• _What to do_
Please print all of the entries, matching them exactly.

[Data extracted from a collection]

● ● ● ● ●

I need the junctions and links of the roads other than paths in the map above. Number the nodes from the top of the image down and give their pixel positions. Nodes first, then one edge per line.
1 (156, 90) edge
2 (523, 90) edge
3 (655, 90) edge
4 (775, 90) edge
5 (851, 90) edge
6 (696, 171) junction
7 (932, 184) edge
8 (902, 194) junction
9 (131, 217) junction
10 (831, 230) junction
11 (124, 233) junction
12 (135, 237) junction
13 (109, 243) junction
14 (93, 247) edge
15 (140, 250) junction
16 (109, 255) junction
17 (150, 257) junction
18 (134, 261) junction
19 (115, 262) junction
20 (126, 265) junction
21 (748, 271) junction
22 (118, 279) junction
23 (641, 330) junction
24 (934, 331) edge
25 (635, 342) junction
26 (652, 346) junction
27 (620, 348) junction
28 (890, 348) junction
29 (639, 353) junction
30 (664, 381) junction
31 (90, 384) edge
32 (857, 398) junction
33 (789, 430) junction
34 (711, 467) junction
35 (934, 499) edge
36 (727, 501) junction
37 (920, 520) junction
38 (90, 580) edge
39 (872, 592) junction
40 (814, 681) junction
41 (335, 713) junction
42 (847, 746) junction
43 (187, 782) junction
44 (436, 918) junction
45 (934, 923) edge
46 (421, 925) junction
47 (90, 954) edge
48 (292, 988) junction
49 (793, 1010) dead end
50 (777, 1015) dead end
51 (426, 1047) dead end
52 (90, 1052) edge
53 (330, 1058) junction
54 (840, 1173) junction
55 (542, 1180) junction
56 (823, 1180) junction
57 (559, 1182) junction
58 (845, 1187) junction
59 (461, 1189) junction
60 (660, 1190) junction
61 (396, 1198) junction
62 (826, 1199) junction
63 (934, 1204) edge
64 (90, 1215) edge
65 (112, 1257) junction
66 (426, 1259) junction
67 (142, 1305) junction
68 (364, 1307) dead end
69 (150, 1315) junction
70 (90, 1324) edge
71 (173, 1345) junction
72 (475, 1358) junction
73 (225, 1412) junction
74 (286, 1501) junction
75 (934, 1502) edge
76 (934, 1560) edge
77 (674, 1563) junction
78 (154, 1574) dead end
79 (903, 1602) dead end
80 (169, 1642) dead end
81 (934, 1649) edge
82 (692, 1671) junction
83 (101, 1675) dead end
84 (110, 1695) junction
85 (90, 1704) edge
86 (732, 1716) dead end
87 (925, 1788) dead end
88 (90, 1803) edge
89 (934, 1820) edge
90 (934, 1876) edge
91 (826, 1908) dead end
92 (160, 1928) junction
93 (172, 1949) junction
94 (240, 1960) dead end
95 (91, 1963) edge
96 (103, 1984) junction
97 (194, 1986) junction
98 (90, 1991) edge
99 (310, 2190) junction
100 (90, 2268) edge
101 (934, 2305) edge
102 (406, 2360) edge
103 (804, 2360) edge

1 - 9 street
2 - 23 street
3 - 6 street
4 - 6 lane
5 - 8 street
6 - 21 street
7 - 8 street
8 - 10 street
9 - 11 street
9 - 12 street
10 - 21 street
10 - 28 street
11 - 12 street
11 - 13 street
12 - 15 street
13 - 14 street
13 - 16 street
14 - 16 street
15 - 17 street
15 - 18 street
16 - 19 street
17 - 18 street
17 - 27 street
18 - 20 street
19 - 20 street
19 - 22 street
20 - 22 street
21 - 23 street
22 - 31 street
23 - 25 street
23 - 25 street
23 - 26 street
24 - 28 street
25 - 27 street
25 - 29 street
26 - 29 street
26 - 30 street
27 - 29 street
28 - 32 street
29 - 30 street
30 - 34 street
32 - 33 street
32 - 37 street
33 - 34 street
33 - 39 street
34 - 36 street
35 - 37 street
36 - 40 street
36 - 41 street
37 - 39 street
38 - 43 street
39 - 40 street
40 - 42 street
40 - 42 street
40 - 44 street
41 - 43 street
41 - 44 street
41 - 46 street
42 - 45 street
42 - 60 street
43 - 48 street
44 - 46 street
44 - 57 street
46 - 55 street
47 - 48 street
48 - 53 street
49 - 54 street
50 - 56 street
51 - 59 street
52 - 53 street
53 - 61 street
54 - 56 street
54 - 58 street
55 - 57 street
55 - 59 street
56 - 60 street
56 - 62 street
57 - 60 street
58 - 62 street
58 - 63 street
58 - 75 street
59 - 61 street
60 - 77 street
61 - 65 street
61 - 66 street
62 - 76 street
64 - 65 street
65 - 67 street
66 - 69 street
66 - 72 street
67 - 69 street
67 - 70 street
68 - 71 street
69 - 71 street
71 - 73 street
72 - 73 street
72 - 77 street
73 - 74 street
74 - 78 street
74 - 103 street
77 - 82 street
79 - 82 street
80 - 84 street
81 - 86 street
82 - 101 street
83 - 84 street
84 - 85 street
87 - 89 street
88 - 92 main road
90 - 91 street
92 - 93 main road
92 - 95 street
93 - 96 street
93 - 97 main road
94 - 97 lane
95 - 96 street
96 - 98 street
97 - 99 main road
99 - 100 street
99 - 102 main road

● ● ● ● ●

• _Result_
I need the junctions and links of the roads other than paths in the map above. Number the nodes from the top of the image down and give their pixel positions. Nodes first, then one edge per line.
1 (156, 90) edge
2 (523, 90) edge
3 (655, 90) edge
4 (775, 90) edge
5 (851, 90) edge
6 (696, 171) junction
7 (932, 184) edge
8 (902, 194) junction
9 (131, 217) junction
10 (831, 230) junction
11 (124, 233) junction
12 (135, 237) junction
13 (109, 243) junction
14 (93, 247) edge
15 (140, 250) junction
16 (109, 255) junction
17 (150, 257) junction
18 (134, 261) junction
19 (115, 262) junction
20 (126, 265) junction
21 (748, 271) junction
22 (118, 279) junction
23 (641, 330) junction
24 (934, 331) edge
25 (635, 342) junction
26 (652, 346) junction
27 (620, 348) junction
28 (890, 348) junction
29 (639, 353) junction
30 (664, 381) junction
31 (90, 384) edge
32 (857, 398) junction
33 (789, 430) junction
34 (711, 467) junction
35 (934, 499) edge
36 (727, 501) junction
37 (920, 520) junction
38 (90, 580) edge
39 (872, 592) junction
40 (814, 681) junction
41 (335, 713) junction
42 (847, 746) junction
43 (187, 782) junction
44 (436, 918) junction
45 (934, 923) edge
46 (421, 925) junction
47 (90, 954) edge
48 (292, 988) junction
49 (793, 1010) dead end
50 (777, 1015) dead end
51 (426, 1047) dead end
52 (90, 1052) edge
53 (330, 1058) junction
54 (840, 1173) junction
55 (542, 1180) junction
56 (823, 1180) junction
57 (559, 1182) junction
58 (845, 1187) junction
59 (461, 1189) junction
60 (660, 1190) junction
61 (396, 1198) junction
62 (826, 1199) junction
63 (934, 1204) edge
64 (90, 1215) edge
65 (112, 1257) junction
66 (426, 1259) junction
67 (142, 1305) junction
68 (364, 1307) dead end
69 (150, 1315) junction
70 (90, 1324) edge
71 (173, 1345) junction
72 (475, 1358) junction
73 (225, 1412) junction
74 (286, 1501) junction
75 (934, 1502) edge
76 (934, 1560) edge
77 (674, 1563) junction
78 (154, 1574) dead end
79 (903, 1602) dead end
80 (169, 1642) dead end
81 (934, 1649) edge
82 (692, 1671) junction
83 (101, 1675) dead end
84 (110, 1695) junction
85 (90, 1704) edge
86 (732, 1716) dead end
87 (925, 1788) dead end
88 (90, 1803) edge
89 (934, 1820) edge
90 (934, 1876) edge
91 (826, 1908) dead end
92 (160, 1928) junction
93 (172, 1949) junction
94 (240, 1960) dead end
95 (91, 1963) edge
96 (103, 1984) junction
97 (194, 1986) junction
98 (90, 1991) edge
99 (310, 2190) junction
100 (90, 2268) edge
101 (934, 2305) edge
102 (406, 2360) edge
103 (804, 2360) edge

1 - 9 street
2 - 23 street
3 - 6 street
4 - 6 lane
5 - 8 street
6 - 21 street
7 - 8 street
8 - 10 street
9 - 11 street
9 - 12 street
10 - 21 street
10 - 28 street
11 - 12 street
11 - 13 street
12 - 15 street
13 - 14 street
13 - 16 street
14 - 16 street
15 - 17 street
15 - 18 street
16 - 19 street
17 - 18 street
17 - 27 street
18 - 20 street
19 - 20 street
19 - 22 street
20 - 22 street
21 - 23 street
22 - 31 street
23 - 25 street
23 - 25 street
23 - 26 street
24 - 28 street
25 - 27 street
25 - 29 street
26 - 29 street
26 - 30 street
27 - 29 street
28 - 32 street
29 - 30 street
30 - 34 street
32 - 33 street
32 - 37 street
33 - 34 street
33 - 39 street
34 - 36 street
35 - 37 street
36 - 40 street
36 - 41 street
37 - 39 street
38 - 43 street
39 - 40 street
40 - 42 street
40 - 42 street
40 - 44 street
41 - 43 street
41 - 44 street
41 - 46 street
42 - 45 street
42 - 60 street
43 - 48 street
44 - 46 street
44 - 57 street
46 - 55 street
47 - 48 street
48 - 53 street
49 - 54 street
50 - 56 street
51 - 59 street
52 - 53 street
53 - 61 street
54 - 56 street
54 - 58 street
55 - 57 street
55 - 59 street
56 - 60 street
56 - 62 street
57 - 60 street
58 - 62 street
58 - 63 street
58 - 75 street
59 - 61 street
60 - 77 street
61 - 65 street
61 - 66 street
62 - 76 street
64 - 65 street
65 - 67 street
66 - 69 street
66 - 72 street
67 - 69 street
67 - 70 street
68 - 71 street
69 - 71 street
71 - 73 street
72 - 73 street
72 - 77 street
73 - 74 street
74 - 78 street
74 - 103 street
77 - 82 street
79 - 82 street
80 - 84 street
81 - 86 street
82 - 101 street
83 - 84 street
84 - 85 street
87 - 89 street
88 - 92 main road
90 - 91 street
92 - 93 main road
92 - 95 street
93 - 96 street
93 - 97 main road
94 - 97 lane
95 - 96 street
96 - 98 street
97 - 99 main road
99 - 100 street
99 - 102 main road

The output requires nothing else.